Alone in what was now to him a foreign land, separated from his family which had been left here, in New London, seeing his worldly means which were " all embarked in this enterprise," rapidly wasting away, without any influence to back him but the righteousness of his cause, with his very loyalty to the crown made an objection to him where one might have expected the precise opposite, he never bated one jot of effort,--however it may have been with heart and hope,--but met difficulties, answered objections, dealt with obstacles with a brave patience that marks him as a veritable hero. [A story was set about by Granville Sharpe, whose prejudices led him to be unjustly credulous, that at his first interview with the Archbishop of Canterbury, Seabury, in answer to the objections raised by his Grace, turned abruptly on his heel, saying, "If your Grace will not grant me consecration I know where I can get it;" and so set off for Scotland. There is no truth whatever in the story. Seabury's letters, as well as all the circumstances completely disprove it. Nor does the fact that Sharpe believed it, excuse his biographer, who might have known better, for giving it currency.]
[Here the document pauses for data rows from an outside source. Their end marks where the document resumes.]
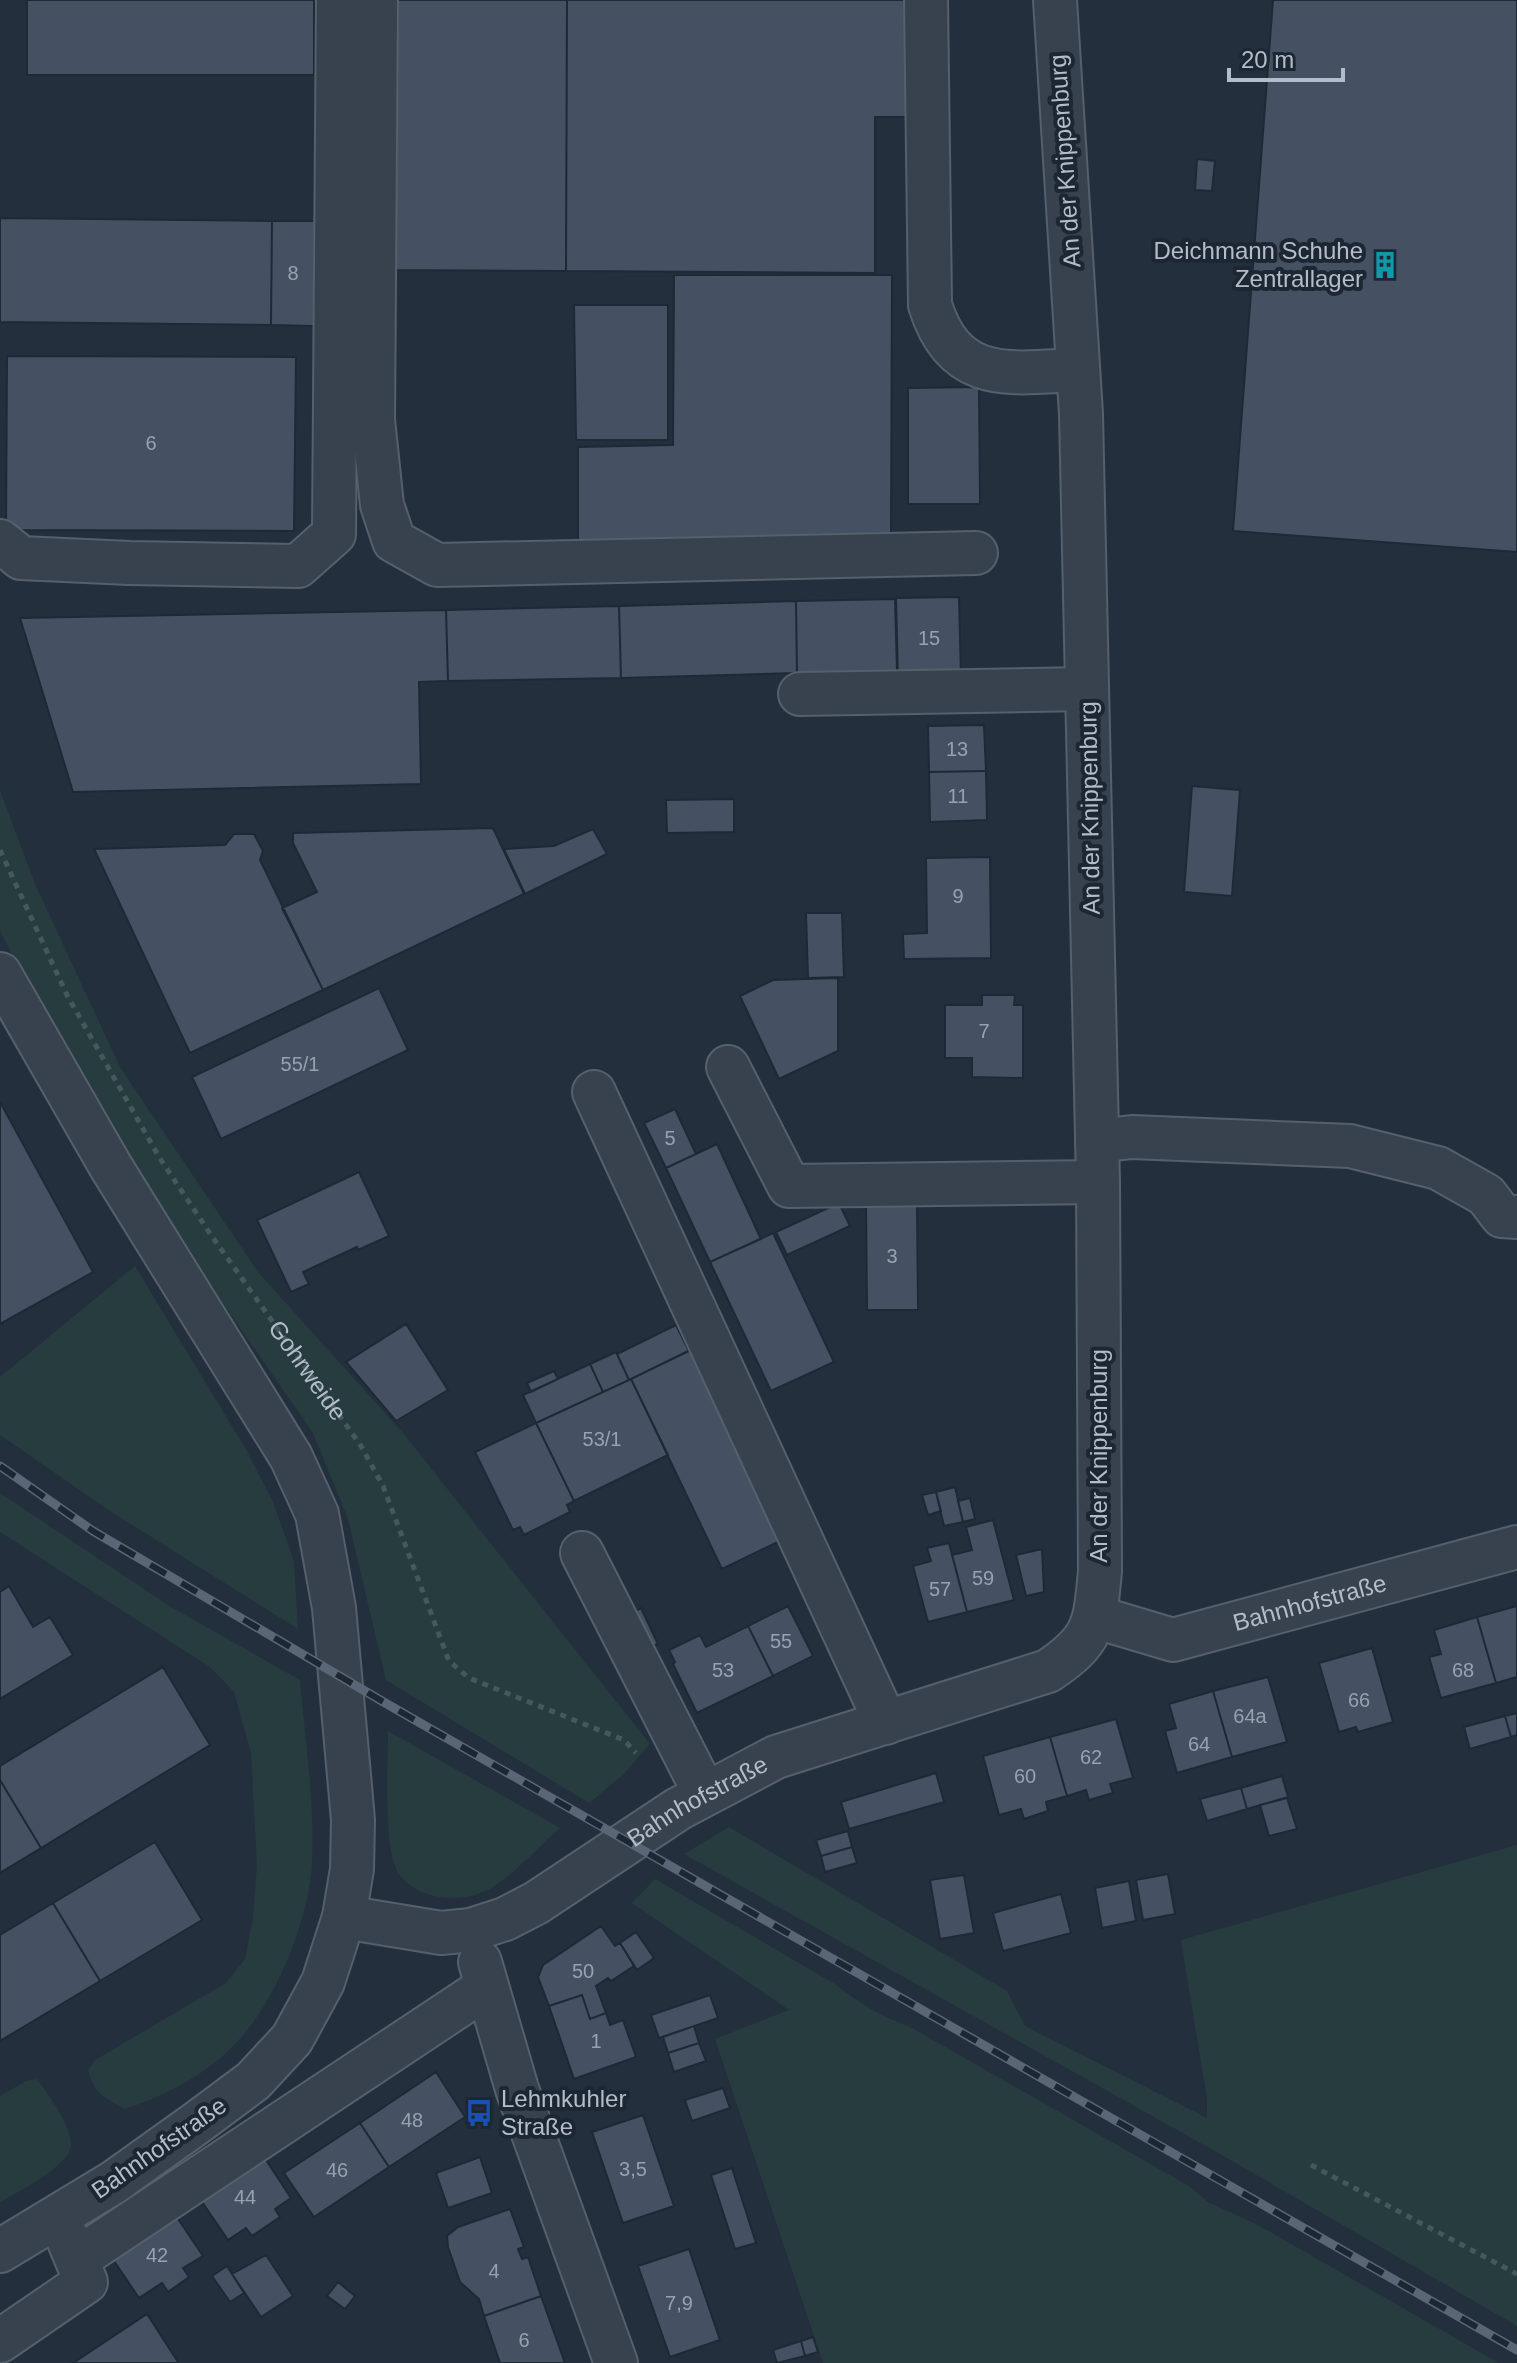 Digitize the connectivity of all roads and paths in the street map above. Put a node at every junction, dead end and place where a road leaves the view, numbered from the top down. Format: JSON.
{"nodes":[{"id":1,"x":338,"y":0,"type":"edge"},
{"id":2,"x":376,"y":0,"type":"edge"},
{"id":3,"x":926,"y":0,"type":"edge"},
{"id":4,"x":1055,"y":0,"type":"edge"},
{"id":5,"x":1078,"y":370,"type":"junction"},
{"id":6,"x":0,"y":541,"type":"edge"},
{"id":7,"x":976,"y":553,"type":"dead end"},
{"id":8,"x":1087,"y":689,"type":"junction"},
{"id":9,"x":800,"y":694,"type":"dead end"},
{"id":10,"x":0,"y":850,"type":"edge"},
{"id":11,"x":0,"y":974,"type":"edge"},
{"id":12,"x":728,"y":1067,"type":"dead end"},
{"id":13,"x":594,"y":1092,"type":"dead end"},
{"id":14,"x":1098,"y":1161,"type":"junction"},
{"id":15,"x":1517,"y":1217,"type":"edge"},
{"id":16,"x":1517,"y":1547,"type":"edge"},
{"id":17,"x":582,"y":1553,"type":"dead end"},
{"id":18,"x":1096,"y":1617,"type":"junction"},
{"id":19,"x":886,"y":1723,"type":"junction"},
{"id":20,"x":643,"y":1760,"type":"dead end"},
{"id":21,"x":705,"y":1794,"type":"junction"},
{"id":22,"x":344,"y":1917,"type":"junction"},
{"id":23,"x":471,"y":1930,"type":"junction"},
{"id":24,"x":487,"y":1987,"type":"junction"},
{"id":25,"x":145,"y":2159,"type":"junction"},
{"id":26,"x":1311,"y":2165,"type":"dead end"},
{"id":27,"x":171,"y":2199,"type":"junction"},
{"id":28,"x":56,"y":2217,"type":"junction"},
{"id":29,"x":0,"y":2251,"type":"edge"},
{"id":30,"x":77,"y":2259,"type":"junction"},
{"id":31,"x":1517,"y":2274,"type":"edge"},
{"id":32,"x":0,"y":2341,"type":"edge"},
{"id":33,"x":616,"y":2363,"type":"edge"}],
"edges":[{"from":1,"to":6,"type":"street"},
{"from":2,"to":7,"type":"street"},
{"from":3,"to":5,"type":"street"},
{"from":4,"to":5,"type":"street","name":"An der Knippenburg"},
{"from":5,"to":8,"type":"street","name":"An der Knippenburg"},
{"from":8,"to":9,"type":"street"},
{"from":8,"to":14,"type":"street","name":"An der Knippenburg"},
{"from":10,"to":20,"type":"path","name":"Gohrweide"},
{"from":11,"to":22,"type":"street"},
{"from":12,"to":14,"type":"street"},
{"from":13,"to":19,"type":"street"},
{"from":14,"to":15,"type":"street"},
{"from":14,"to":18,"type":"street","name":"An der Knippenburg"},
{"from":16,"to":18,"type":"street","name":"Bahnhofstraße"},
{"from":17,"to":21,"type":"street"},
{"from":18,"to":19,"type":"street","name":"Bahnhofstraße"},
{"from":19,"to":21,"type":"street","name":"Bahnhofstraße"},
{"from":21,"to":23,"type":"street","name":"Bahnhofstraße"},
{"from":22,"to":23,"type":"street","name":"Bahnhofstraße"},
{"from":22,"to":25,"type":"street","name":"Bahnhofstraße"},
{"from":23,"to":24,"type":"street"},
{"from":24,"to":27,"type":"street"},
{"from":24,"to":33,"type":"street"},
{"from":25,"to":27,"type":"street"},
{"from":25,"to":28,"type":"street","name":"Bahnhofstraße"},
{"from":26,"to":31,"type":"path"},
{"from":27,"to":30,"type":"street"},
{"from":28,"to":29,"type":"street","name":"Bahnhofstraße"},
{"from":28,"to":30,"type":"street"},
{"from":30,"to":32,"type":"street"}]}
[10] Nor was this the persistence of a self-seeking and ambitious. man, bent on attaining something for himself. It occurred to him, not unnaturally, that possibly if the State of Connecticut were to be asked to give permission for a bishop to reside within its borders, it might be easier to secure such permission for another than for one who had been imprisoned more than eight months in New haven, for his loyalty. Accordingly he. wrote to his friends here, "I beg that no clergyman in Connecticut will hesitate a moment on my account. The point is to get the Episcopal authority into that country;" and then he went on to say, that if another is designated, "he shall have every assistance in my power." These are not the words of a self-seeking man--a man of low ambitions. But they are the words of a man filled with a great purpose, inspired with a great thought, ready to do, and to bear, and to wait, so the purpose can be accomplished and the thought take shape. All is summed up by him in a single sentence: "Believe me, there is nothing that is not base, that I would not do, nor any risk that I would not run, nor any inconvenience to myself that I would not encounter, to carry this business into effect." [While these negotiations in England were in progress, an application was made, without Seabury's knowledge, to Cartwright of Shrewsbury, an irregular non-juring bishop. As, however, this was subsequent to the opening of negotiations with Scotland, nothing, fortunately, come of it. It has been said that an application was made to, or an offer received from, the Danish government, looking to a consecration by Danish bishops. This, however, is a mistake. No application was ever made for consecration in Denmark; while the offer of the Danish government, made through Mr. Adams, our then Minister to England, related only to the ordination of candidates for the diaconate and priesthood. The passage of the Act of Parliament, mentioned above, prevented the necessity of acting on the offer; and fortunately so, for the Danish Episcopate is only titular.]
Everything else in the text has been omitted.